_TASK DETAILS_. Return each line of the records below that contains the word "Туцовића".

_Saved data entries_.
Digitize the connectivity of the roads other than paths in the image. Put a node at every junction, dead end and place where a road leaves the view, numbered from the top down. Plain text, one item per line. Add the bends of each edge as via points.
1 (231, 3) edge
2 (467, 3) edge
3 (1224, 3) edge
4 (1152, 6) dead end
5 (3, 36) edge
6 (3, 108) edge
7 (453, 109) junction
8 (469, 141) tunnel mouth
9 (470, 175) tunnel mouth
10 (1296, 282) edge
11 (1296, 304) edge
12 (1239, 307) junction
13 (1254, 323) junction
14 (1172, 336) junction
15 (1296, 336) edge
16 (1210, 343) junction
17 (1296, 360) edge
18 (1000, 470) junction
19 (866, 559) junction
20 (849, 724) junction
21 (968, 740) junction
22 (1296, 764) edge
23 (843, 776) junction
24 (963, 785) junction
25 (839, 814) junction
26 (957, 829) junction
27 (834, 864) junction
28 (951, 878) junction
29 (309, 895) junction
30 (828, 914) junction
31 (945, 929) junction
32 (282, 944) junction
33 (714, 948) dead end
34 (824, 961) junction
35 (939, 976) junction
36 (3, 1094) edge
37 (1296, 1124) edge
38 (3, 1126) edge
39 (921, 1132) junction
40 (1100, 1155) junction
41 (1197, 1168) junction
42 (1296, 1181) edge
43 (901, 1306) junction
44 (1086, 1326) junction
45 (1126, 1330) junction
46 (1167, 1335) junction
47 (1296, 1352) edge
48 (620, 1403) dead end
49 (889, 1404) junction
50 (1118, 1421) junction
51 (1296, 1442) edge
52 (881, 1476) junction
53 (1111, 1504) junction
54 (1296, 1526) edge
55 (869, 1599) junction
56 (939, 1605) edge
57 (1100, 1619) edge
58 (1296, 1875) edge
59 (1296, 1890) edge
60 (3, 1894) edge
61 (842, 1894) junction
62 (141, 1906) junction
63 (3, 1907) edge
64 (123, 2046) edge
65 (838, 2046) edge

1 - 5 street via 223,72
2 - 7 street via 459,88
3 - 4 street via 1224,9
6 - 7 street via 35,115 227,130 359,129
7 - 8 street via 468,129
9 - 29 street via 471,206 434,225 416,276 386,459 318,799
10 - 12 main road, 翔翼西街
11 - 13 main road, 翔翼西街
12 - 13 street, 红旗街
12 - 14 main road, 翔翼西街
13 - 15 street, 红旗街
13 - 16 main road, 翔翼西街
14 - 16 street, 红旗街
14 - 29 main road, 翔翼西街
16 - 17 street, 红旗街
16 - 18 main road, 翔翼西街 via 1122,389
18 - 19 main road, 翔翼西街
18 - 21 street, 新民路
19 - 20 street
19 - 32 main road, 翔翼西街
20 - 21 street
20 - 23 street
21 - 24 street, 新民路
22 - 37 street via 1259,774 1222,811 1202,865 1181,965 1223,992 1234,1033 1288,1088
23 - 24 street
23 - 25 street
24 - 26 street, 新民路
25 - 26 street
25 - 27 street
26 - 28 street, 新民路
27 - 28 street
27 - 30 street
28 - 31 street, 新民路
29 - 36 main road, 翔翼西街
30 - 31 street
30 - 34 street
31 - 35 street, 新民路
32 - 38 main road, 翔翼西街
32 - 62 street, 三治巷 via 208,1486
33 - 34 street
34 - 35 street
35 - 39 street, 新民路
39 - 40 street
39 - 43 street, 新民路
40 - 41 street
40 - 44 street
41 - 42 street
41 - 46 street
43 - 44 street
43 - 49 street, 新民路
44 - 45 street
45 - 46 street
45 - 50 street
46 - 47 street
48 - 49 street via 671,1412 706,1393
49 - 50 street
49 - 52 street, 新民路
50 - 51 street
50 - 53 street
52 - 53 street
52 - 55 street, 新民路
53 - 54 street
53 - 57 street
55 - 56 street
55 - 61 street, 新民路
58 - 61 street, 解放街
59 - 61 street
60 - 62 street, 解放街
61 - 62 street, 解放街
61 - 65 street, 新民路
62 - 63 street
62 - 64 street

---

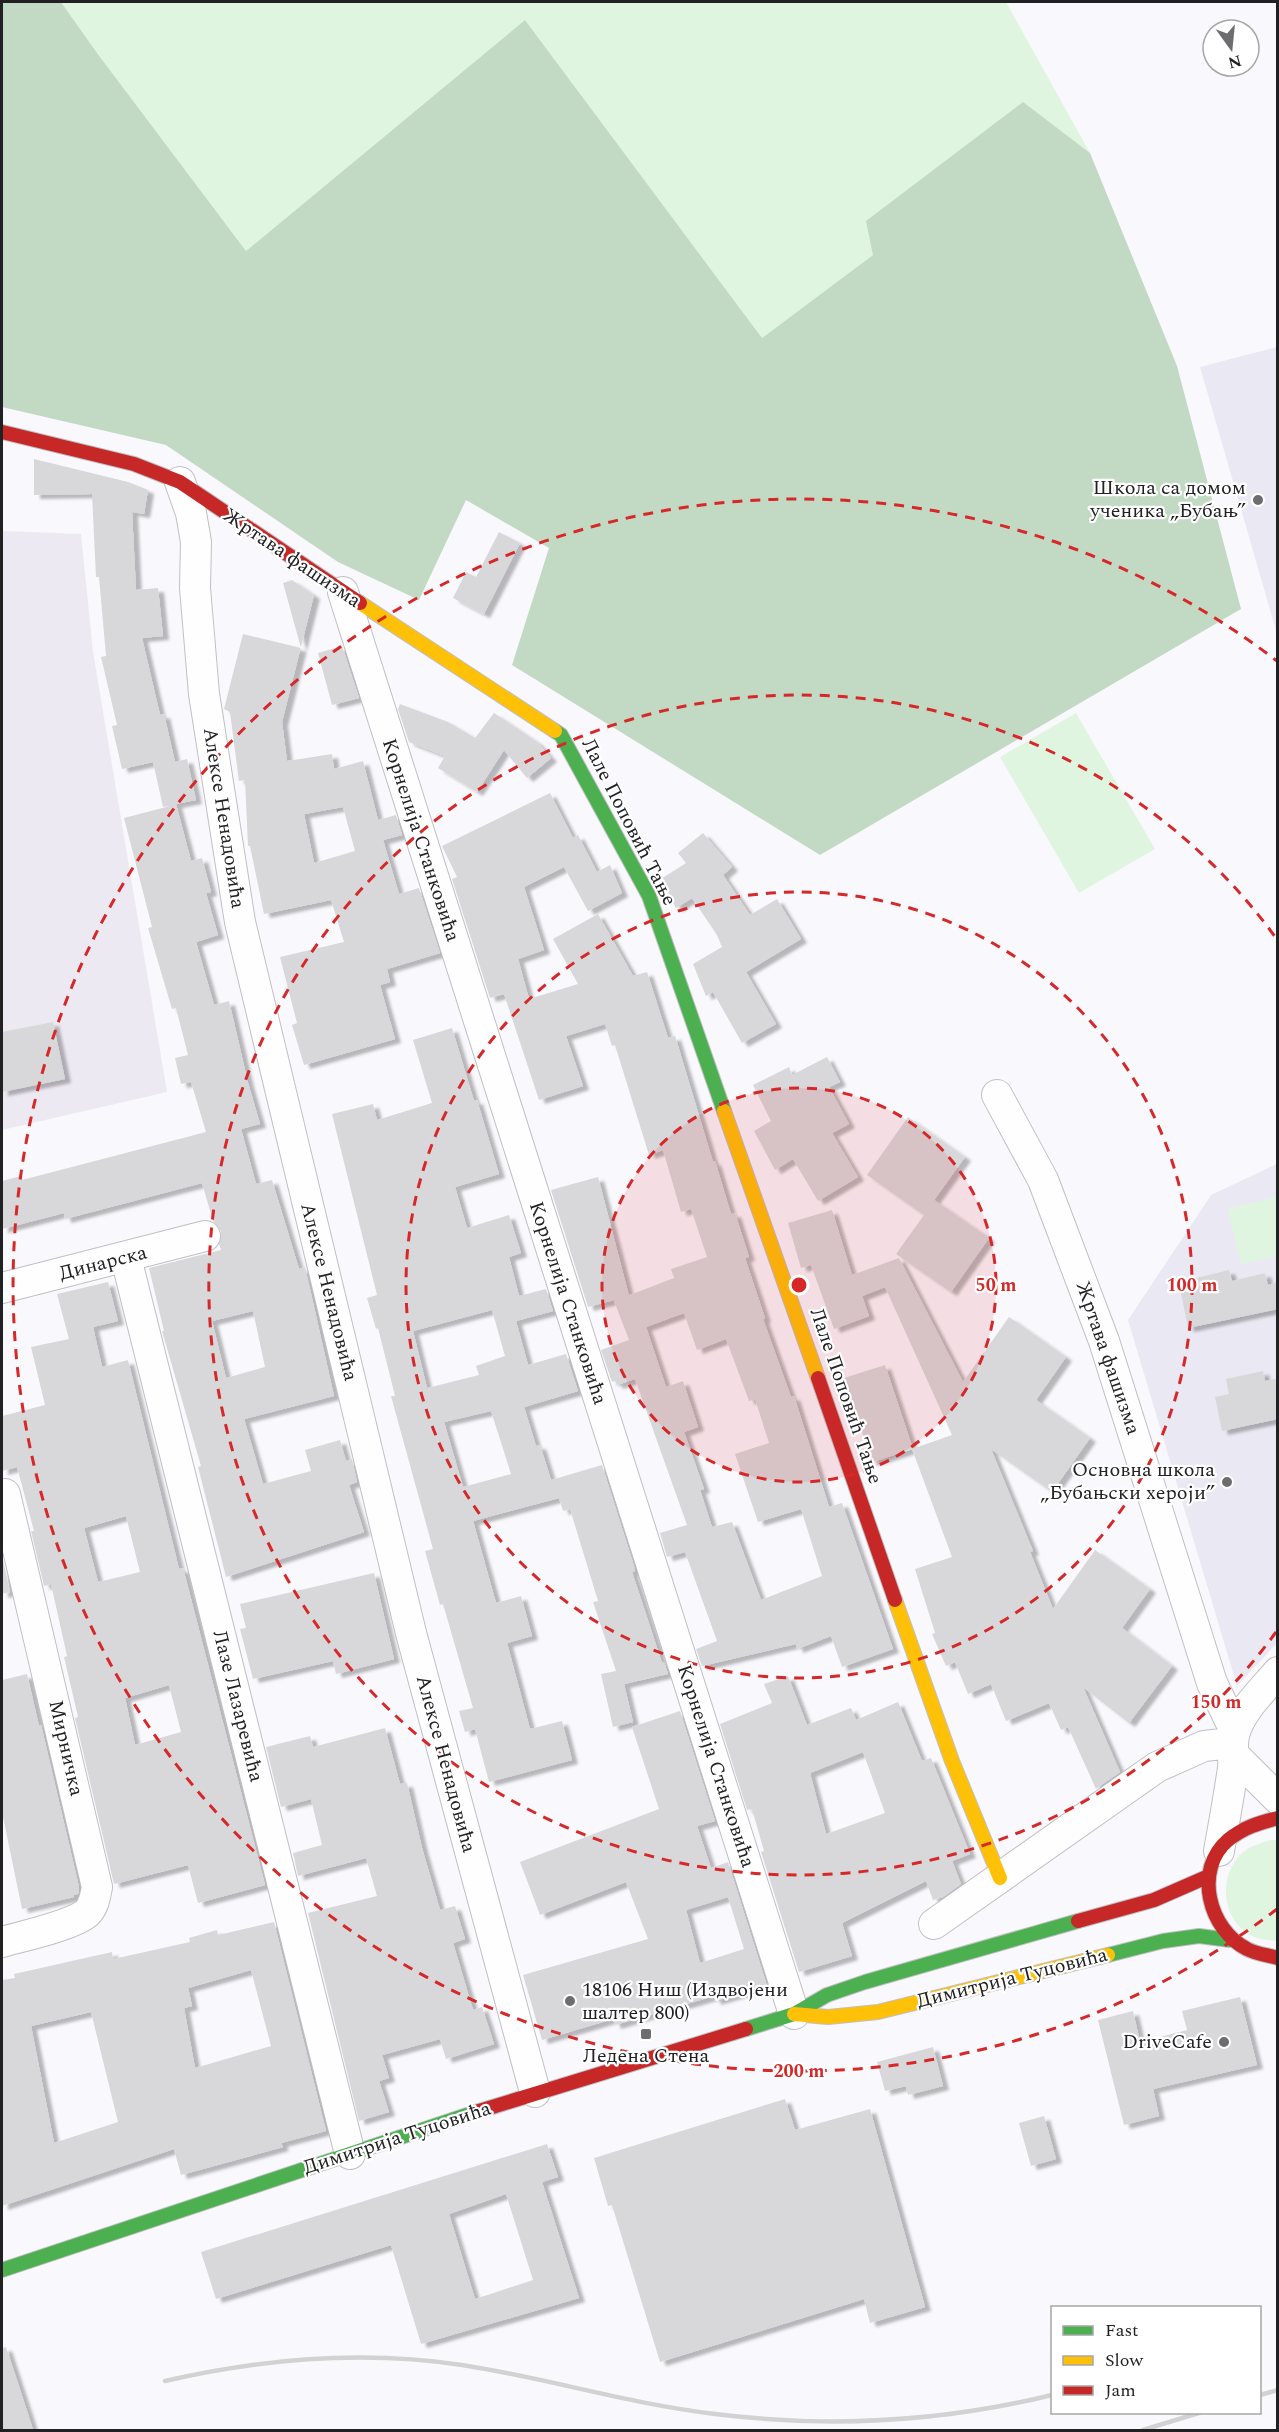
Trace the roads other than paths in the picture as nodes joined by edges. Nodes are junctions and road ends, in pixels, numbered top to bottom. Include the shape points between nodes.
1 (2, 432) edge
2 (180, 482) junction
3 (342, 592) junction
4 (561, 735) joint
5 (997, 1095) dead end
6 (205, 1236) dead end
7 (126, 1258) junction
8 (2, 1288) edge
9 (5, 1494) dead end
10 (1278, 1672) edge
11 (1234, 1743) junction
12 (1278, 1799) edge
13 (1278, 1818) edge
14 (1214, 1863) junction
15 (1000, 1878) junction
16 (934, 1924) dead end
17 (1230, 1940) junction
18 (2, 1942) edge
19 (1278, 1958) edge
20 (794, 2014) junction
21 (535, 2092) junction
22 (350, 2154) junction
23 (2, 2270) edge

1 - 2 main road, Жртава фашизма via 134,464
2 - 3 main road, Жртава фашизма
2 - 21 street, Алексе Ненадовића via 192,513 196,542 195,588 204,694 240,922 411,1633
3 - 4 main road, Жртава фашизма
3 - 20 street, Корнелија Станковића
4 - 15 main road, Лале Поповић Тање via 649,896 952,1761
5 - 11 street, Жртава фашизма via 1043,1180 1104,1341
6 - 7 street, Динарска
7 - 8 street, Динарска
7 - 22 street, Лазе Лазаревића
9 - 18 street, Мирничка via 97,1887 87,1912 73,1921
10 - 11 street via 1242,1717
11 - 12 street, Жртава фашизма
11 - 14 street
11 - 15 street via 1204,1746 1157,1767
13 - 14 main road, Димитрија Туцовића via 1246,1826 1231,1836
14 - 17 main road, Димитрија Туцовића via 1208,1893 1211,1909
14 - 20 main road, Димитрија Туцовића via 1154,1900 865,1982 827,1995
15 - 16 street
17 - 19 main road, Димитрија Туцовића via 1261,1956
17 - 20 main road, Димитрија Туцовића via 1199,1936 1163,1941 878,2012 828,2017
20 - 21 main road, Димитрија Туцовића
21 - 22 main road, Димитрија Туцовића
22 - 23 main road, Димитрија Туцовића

...

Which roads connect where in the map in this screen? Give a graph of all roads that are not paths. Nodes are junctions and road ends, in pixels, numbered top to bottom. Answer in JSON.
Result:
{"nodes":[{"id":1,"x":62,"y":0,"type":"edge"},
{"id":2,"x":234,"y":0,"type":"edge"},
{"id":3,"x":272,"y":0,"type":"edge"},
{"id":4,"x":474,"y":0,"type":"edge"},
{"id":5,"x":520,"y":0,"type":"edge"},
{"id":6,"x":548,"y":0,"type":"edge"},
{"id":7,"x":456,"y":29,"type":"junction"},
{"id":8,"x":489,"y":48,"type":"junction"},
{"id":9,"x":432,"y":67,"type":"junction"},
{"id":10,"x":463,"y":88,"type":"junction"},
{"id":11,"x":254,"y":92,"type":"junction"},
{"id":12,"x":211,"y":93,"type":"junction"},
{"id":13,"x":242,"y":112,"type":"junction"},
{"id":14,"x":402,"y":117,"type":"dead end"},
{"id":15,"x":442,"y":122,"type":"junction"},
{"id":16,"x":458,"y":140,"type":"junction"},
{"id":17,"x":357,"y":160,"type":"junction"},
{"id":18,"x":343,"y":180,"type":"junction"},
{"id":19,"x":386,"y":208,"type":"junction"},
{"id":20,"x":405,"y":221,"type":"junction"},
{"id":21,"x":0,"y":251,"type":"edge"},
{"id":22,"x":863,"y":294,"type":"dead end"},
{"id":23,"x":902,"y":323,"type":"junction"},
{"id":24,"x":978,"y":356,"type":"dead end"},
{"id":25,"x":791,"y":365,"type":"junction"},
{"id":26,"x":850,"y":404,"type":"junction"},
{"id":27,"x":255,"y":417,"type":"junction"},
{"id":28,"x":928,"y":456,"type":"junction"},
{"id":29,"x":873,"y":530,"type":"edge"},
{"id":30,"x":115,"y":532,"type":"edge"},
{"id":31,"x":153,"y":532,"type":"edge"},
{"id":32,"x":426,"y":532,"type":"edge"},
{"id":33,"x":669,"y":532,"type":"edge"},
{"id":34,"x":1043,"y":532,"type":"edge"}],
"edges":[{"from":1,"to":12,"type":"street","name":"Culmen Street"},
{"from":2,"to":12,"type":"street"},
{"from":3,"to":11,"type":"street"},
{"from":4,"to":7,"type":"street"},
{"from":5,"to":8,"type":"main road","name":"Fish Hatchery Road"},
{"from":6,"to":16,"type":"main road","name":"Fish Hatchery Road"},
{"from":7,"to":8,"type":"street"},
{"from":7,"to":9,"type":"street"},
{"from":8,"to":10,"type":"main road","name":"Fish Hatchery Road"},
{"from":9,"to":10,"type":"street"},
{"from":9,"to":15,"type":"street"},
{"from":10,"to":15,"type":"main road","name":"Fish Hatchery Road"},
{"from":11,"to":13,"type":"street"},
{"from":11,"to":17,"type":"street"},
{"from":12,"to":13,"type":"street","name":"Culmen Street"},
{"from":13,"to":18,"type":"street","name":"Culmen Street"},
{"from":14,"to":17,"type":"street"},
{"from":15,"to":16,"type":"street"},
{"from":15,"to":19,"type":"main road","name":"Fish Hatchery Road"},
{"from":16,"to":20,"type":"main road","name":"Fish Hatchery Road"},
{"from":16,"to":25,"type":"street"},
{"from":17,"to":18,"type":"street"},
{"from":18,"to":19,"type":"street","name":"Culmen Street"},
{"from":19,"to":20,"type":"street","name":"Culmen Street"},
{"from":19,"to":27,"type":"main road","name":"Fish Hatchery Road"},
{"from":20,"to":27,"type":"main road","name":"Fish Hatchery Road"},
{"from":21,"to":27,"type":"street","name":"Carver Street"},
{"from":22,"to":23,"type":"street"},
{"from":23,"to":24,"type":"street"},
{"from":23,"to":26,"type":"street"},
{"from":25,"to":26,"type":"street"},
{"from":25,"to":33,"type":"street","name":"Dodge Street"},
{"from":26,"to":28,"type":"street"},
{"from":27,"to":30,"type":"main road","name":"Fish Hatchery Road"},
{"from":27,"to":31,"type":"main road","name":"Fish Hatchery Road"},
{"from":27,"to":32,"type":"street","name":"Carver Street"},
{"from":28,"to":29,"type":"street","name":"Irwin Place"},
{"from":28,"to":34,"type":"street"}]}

_RESULT OF THIS EXERCISE_.
13 - 14 main road, Димитрија Туцовића via 1246,1826 1231,1836
14 - 17 main road, Димитрија Туцовића via 1208,1893 1211,1909
14 - 20 main road, Димитрија Туцовића via 1154,1900 865,1982 827,1995
17 - 19 main road, Димитрија Туцовића via 1261,1956
17 - 20 main road, Димитрија Туцовића via 1199,1936 1163,1941 878,2012 828,2017
20 - 21 main road, Димитрија Туцовића
21 - 22 main road, Димитрија Туцовића
22 - 23 main road, Димитрија Туцовића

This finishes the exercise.